AI product manager: 3 steps to become a product builder
Étienne Fénétrier is a senior consultant in the product practice. For the past year at Converteo, he has led design, development, and conception missions for SaaS and data products for professional users.
Key takeaways
- The AI product manager no longer manages tasks: they arbitrate a portfolio of strategic bets between immediate operational value and sustainable competitive advantage.
- The POC is no longer a technical demonstration; it’s a scientific experiment whose objective is to de-risk the investment—not the technology.
- Industrialization requires a new stance: that of the product builder, an architect of value who structures the vision as much as they drive the execution.
AI is profoundly transforming the product manager profession. Managing a roadmap and writing specs—the pillars of the traditional PM—are no longer enough when facing probabilistic, opaque, and constantly evolving technologies. The real challenge lies elsewhere: bridging the gap between an impressive prototype and a robust, adopted, and profitable product.
The number is stark: nearly 95% of generative AI projects never reach production. They end their run in the purgatory of POCs—not for lack of technical prowess, but because the approach remains that of classic project management. To succeed in this new era, the PM must undergo a fundamental transformation: learn to build. Here are three steps to become the architect of AI value.
Step 1 — The AI product manager thinks like an investor, not a project manager
The paradox of AI development can be summed up in one sentence: building a prototype has become trivial, but building a viable product remains exponentially difficult. This is the “illusion of progress”—and it’s the first trap.
The role of the AI product manager is no longer to plan a sequence of tasks. It is to manage a portfolio of strategic bets in a context of high uncertainty. This is precisely what distinguishes the product builder from the classic PM: where one executes a plan, the other builds an investment thesis.
Operational value or sustainable competitive advantage?
Each AI project must be evaluated according to the nature of the value it creates:
- Operational value: optimizing the existing—doing things better, faster, cheaper. Quick return on investment, but no sustainable competitive advantage.

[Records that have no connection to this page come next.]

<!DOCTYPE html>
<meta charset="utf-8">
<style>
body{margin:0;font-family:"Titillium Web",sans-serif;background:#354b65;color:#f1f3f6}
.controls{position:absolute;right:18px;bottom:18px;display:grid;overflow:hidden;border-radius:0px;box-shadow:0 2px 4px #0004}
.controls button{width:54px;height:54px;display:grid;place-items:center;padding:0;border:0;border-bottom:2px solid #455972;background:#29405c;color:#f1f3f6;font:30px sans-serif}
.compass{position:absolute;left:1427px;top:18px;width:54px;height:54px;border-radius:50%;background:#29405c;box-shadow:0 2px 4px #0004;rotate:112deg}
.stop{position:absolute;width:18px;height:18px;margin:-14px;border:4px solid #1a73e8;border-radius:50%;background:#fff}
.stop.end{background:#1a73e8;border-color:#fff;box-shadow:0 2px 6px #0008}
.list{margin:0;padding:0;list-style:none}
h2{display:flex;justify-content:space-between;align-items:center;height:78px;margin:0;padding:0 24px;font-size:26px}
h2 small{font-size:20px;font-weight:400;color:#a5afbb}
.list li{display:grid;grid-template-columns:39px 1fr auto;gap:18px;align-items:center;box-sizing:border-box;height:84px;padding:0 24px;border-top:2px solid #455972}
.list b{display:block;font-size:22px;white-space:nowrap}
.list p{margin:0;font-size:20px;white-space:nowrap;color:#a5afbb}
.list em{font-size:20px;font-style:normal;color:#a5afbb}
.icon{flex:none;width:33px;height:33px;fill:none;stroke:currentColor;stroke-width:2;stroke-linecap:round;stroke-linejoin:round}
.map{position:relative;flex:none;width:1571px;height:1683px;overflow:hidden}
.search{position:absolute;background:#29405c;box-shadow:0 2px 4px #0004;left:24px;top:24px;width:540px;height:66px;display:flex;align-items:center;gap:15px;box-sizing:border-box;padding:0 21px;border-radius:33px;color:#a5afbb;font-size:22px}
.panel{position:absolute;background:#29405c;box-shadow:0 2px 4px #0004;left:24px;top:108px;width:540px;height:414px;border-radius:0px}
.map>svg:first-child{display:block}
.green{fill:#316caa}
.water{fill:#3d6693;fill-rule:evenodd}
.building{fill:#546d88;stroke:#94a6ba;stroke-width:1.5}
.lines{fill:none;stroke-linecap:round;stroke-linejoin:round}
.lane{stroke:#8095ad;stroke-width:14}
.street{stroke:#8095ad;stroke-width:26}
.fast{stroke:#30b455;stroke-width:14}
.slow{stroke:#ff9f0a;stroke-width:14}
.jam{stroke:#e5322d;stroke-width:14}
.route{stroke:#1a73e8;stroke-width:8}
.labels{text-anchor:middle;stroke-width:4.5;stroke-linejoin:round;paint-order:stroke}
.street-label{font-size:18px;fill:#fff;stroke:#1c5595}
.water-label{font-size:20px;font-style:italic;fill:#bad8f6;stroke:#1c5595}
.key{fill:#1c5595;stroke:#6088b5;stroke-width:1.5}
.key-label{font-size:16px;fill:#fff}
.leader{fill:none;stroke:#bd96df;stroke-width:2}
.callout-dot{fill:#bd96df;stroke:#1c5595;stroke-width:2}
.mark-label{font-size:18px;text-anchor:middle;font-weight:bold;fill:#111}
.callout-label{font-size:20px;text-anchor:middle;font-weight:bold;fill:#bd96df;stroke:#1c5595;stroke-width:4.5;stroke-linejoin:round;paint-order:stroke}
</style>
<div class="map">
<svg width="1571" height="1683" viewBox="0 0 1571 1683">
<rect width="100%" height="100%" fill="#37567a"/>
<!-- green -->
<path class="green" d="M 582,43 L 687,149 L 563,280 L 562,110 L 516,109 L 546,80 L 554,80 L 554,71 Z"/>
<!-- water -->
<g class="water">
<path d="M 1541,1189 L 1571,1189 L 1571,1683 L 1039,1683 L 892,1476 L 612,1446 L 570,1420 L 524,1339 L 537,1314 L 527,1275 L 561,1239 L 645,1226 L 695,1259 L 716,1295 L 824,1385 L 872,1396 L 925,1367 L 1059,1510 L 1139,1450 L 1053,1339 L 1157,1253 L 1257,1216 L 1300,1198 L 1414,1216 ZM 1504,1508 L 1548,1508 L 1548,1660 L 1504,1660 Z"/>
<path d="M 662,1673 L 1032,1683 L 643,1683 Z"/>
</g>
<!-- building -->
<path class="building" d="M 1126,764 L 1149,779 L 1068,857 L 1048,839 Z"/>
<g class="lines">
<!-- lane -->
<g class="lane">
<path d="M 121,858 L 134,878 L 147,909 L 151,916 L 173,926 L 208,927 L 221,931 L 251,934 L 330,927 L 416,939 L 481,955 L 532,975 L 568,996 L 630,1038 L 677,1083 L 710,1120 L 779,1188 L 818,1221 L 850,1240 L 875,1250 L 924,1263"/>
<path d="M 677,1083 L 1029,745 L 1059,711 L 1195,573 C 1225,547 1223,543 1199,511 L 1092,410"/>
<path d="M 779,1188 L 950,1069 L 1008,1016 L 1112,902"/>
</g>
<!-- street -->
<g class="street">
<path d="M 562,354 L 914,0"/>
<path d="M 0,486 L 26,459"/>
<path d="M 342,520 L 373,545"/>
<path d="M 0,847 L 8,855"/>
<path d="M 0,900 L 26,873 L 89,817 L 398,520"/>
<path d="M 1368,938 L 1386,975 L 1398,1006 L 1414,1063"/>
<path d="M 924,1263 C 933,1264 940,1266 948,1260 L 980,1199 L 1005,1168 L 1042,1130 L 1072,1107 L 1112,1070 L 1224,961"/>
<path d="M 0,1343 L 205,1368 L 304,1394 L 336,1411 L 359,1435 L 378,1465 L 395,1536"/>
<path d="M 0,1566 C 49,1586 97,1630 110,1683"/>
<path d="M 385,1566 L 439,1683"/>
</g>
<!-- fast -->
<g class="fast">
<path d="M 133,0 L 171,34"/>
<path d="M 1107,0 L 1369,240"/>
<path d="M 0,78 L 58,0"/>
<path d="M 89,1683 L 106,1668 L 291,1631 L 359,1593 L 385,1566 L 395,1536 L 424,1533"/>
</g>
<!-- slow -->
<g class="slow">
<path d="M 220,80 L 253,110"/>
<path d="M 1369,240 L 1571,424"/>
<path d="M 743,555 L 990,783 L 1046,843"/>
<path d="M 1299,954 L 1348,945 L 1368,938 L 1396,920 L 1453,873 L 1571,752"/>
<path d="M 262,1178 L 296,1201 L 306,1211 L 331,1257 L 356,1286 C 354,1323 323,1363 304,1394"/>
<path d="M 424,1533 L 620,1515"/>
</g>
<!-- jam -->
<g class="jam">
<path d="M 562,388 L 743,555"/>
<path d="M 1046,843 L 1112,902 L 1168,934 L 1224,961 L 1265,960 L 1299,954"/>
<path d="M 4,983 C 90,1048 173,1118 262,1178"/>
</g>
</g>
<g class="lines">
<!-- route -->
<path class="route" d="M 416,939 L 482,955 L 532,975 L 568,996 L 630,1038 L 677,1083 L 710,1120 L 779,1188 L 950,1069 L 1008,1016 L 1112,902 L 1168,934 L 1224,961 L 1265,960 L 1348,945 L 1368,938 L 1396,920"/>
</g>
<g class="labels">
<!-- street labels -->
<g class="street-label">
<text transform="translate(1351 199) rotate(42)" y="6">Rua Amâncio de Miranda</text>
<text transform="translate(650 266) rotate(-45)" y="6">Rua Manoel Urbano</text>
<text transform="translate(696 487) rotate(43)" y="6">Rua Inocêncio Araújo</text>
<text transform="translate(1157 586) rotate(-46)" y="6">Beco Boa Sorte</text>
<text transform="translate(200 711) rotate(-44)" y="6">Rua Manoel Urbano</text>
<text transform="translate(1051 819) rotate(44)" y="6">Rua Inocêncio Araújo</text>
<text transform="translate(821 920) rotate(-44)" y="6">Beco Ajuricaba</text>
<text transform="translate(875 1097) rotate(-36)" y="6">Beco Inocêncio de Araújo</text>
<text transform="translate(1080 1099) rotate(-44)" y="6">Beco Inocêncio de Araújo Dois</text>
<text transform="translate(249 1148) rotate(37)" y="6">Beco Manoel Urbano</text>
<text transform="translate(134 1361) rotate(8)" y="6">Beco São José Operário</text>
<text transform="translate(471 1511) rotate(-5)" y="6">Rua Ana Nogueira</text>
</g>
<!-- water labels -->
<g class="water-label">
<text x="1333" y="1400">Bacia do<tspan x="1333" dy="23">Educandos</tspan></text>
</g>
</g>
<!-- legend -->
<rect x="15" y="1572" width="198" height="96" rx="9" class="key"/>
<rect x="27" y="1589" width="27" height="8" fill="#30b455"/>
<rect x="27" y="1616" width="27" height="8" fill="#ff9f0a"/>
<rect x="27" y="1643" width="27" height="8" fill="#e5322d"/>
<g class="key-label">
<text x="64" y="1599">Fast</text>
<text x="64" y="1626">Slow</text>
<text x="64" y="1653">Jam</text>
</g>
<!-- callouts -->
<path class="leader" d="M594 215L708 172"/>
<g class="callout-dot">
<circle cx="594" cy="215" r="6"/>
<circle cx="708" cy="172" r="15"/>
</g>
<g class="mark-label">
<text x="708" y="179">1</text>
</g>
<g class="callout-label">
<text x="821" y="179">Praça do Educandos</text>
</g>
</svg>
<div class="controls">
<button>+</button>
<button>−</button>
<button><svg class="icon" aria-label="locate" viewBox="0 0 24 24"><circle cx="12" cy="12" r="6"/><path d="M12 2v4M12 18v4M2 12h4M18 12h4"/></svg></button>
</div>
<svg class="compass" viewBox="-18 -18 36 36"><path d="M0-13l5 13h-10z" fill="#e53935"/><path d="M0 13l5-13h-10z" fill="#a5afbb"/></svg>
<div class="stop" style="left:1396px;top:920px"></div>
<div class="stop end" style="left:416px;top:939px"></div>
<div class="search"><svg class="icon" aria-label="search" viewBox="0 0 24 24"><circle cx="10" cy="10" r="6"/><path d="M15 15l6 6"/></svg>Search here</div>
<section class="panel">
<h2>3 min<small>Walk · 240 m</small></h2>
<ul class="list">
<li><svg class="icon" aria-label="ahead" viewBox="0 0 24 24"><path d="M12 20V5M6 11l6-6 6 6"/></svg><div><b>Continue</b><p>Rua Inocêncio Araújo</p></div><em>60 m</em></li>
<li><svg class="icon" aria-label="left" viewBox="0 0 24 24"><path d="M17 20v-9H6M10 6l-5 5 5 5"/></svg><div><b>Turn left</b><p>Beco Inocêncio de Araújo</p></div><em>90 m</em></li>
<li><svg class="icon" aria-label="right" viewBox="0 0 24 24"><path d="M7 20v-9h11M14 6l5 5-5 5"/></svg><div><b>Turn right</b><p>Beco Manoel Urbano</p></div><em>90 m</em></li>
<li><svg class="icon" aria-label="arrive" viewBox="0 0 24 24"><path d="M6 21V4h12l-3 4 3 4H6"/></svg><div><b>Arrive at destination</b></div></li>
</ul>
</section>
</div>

- Capital value: creating an asset that no one else has—a proprietary model, a unique dataset, an unprecedented agentic capability. The impact is longer-term, but it builds the moat that protects the company.
A tool like the GO / NO-GO AI canvas is not for prioritizing tasks: it is for framing a strategic conversation. It forces an evaluation of each initiative based on its feasibility and its real value—and to abandon “bottomless pit” projects without remorse.
Step 2 — Make the POC a measurement instrument, not a demonstration
In the old world, the proof of concept was a technical demonstration intended to reassure management. Today, its role has been reversed.
The POC is no longer a tool of persuasion. It is a scientific experiment whose mission is to reduce business uncertainty by collecting real data. Faced with a probabilistic system, it is impossible to predict user reactions beforehand.
What the AI product manager must measure with their POC
The goal is no longer to prove technical feasibility (API compatibility, model performance). The real questions are:
- Do users understand the agent’s responses?
- Do they trust it even when its responses are not deterministic?
- What is the concrete impact on their workflow?
By transforming an abstract idea into a tangible artifact, the POC provides what no theoretical presentation can offer: a first proof of business value. This is where the product builder truly comes into its own: they are not validating a technology, they are validating a value hypothesis. It is no longer about “de-risking the tech,” but about de-risking the investment.
Step 3 — The AI product manager’s role in industrialization
The transition to scale marks a major change in posture. The product builder who had their hands in prompts and no-code tools must take a higher-level view to become the guardian of the vision.
Their role is no longer to build brick by brick—it is to ensure that the final structure matches the plan, that it is robust and scalable. This is the most critical stage: this is where the technical debt accumulated during prototyping can sink the project.
The handover file: a contract of trust
This transfer of responsibility cannot be verbal or informal. It is embodied in a central deliverable: the handover file. This is not a simple document—it is what transforms the empiricism of the prototype into engineering standards.
An effective handover file answers five fundamental questions:
- The why — The project’s compass: expected value and business case.
- The behavior — The “prompt contract”: tone, interaction rules, agent personality.
- The knowledge — The data model: relevance, quality, and governance of sources.
- The structure — The agent’s architecture: modularity and scalability.
- The validation — The golden dataset: the reference dataset for objectively measuring performance.
Without this architectural work, the prototype remains a brilliant but fragile gadget.
By mastering these three steps—thinking like an investor, experimenting with rigor, industrializing with method—the AI product manager no longer just manages a project. They become what we call a product builder: the true catalyst of their company’s AI transformation.